Work request>
Among the records that follow, count the lines where "Newcombtown" appears, and state the count by itself.

Information supplied>
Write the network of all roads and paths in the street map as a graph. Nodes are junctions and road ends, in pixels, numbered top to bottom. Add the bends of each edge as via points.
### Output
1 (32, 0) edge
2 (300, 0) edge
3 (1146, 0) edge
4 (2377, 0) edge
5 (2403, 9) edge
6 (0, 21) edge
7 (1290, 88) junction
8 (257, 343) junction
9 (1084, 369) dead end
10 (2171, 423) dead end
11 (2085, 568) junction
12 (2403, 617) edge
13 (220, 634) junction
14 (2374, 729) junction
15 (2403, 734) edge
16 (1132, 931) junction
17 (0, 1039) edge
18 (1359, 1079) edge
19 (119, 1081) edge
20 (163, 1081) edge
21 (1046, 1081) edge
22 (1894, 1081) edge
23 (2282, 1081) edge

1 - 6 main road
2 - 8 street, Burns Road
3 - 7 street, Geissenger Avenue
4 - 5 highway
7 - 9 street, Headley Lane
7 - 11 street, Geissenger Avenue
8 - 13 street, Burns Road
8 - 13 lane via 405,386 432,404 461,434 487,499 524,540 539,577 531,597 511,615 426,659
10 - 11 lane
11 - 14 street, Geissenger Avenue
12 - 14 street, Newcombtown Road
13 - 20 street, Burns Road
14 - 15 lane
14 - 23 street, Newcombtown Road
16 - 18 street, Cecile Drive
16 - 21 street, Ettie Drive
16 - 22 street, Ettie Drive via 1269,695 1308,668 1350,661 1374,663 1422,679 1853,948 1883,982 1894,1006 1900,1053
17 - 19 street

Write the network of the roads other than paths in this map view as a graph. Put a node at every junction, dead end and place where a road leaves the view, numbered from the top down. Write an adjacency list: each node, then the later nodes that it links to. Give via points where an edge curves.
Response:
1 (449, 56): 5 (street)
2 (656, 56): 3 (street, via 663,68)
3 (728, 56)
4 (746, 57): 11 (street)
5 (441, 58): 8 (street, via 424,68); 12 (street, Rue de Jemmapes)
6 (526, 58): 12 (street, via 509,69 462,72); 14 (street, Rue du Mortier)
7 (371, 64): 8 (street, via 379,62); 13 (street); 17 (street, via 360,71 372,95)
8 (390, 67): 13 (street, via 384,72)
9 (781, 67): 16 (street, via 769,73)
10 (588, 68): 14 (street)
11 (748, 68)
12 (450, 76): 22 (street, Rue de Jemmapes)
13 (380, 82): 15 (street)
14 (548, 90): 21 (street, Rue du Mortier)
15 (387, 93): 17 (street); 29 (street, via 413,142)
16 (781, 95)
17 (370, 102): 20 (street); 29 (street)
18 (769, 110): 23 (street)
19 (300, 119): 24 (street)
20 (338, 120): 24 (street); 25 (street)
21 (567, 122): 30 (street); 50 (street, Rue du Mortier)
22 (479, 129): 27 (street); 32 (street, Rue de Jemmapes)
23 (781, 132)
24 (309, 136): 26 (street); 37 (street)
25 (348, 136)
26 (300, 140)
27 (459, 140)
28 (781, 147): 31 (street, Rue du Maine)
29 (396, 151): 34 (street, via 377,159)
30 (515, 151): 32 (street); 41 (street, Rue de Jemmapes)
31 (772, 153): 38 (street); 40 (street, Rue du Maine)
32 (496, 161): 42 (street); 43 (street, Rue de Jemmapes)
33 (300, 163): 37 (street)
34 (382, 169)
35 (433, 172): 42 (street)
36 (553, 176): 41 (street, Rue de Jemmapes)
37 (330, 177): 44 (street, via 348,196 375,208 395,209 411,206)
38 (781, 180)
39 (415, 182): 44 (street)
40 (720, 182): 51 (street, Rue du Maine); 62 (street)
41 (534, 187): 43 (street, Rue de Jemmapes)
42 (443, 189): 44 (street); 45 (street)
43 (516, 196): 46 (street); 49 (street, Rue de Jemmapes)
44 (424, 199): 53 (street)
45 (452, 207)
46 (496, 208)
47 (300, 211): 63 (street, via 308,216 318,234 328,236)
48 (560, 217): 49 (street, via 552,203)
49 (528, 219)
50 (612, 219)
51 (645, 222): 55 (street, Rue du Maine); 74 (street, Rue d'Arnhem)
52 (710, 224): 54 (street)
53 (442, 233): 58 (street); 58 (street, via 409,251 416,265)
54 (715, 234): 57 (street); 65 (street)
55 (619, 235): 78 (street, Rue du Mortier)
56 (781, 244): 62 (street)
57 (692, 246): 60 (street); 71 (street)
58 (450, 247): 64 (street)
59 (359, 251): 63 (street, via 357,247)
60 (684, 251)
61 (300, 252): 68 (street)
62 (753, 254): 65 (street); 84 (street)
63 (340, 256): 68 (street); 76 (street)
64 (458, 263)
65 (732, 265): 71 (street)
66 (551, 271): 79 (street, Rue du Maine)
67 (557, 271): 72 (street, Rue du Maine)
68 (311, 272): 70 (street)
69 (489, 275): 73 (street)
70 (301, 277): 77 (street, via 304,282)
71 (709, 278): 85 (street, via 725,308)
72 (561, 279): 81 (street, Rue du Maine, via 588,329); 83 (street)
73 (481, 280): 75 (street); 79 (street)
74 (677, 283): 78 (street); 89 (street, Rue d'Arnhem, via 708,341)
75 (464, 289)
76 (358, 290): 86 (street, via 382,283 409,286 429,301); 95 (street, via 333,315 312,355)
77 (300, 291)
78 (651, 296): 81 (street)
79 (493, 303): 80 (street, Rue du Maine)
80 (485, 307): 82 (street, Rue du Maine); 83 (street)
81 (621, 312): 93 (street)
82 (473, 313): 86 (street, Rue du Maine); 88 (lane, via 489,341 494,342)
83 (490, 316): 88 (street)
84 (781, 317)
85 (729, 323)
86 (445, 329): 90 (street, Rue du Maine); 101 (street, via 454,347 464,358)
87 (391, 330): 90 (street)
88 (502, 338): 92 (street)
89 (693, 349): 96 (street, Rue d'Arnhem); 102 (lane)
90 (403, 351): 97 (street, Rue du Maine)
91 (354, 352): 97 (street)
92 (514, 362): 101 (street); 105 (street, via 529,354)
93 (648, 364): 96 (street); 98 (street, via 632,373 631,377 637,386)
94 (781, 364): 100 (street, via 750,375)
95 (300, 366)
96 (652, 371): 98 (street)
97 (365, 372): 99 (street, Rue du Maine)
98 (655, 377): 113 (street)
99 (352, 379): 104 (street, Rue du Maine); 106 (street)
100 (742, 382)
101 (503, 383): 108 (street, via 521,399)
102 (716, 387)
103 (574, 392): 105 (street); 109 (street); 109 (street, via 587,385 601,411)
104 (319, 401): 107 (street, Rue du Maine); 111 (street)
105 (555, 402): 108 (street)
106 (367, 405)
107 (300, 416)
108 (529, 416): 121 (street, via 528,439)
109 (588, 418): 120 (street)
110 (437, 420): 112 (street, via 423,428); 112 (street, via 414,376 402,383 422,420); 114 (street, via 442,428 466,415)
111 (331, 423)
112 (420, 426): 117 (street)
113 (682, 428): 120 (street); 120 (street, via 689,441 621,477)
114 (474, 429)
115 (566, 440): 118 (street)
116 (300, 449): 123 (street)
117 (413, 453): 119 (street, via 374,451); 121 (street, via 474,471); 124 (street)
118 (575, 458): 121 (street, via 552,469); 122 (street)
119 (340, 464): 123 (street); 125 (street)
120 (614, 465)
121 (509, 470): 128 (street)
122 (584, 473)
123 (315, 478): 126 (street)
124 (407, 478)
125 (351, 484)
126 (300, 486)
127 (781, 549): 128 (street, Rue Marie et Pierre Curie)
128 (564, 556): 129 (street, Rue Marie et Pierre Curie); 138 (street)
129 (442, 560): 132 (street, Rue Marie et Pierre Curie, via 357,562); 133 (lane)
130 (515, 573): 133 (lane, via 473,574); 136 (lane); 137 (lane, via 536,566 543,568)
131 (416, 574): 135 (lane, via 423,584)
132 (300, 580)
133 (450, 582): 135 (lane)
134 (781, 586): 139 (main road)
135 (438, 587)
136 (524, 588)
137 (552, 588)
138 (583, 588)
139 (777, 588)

Reply to the exercise>
2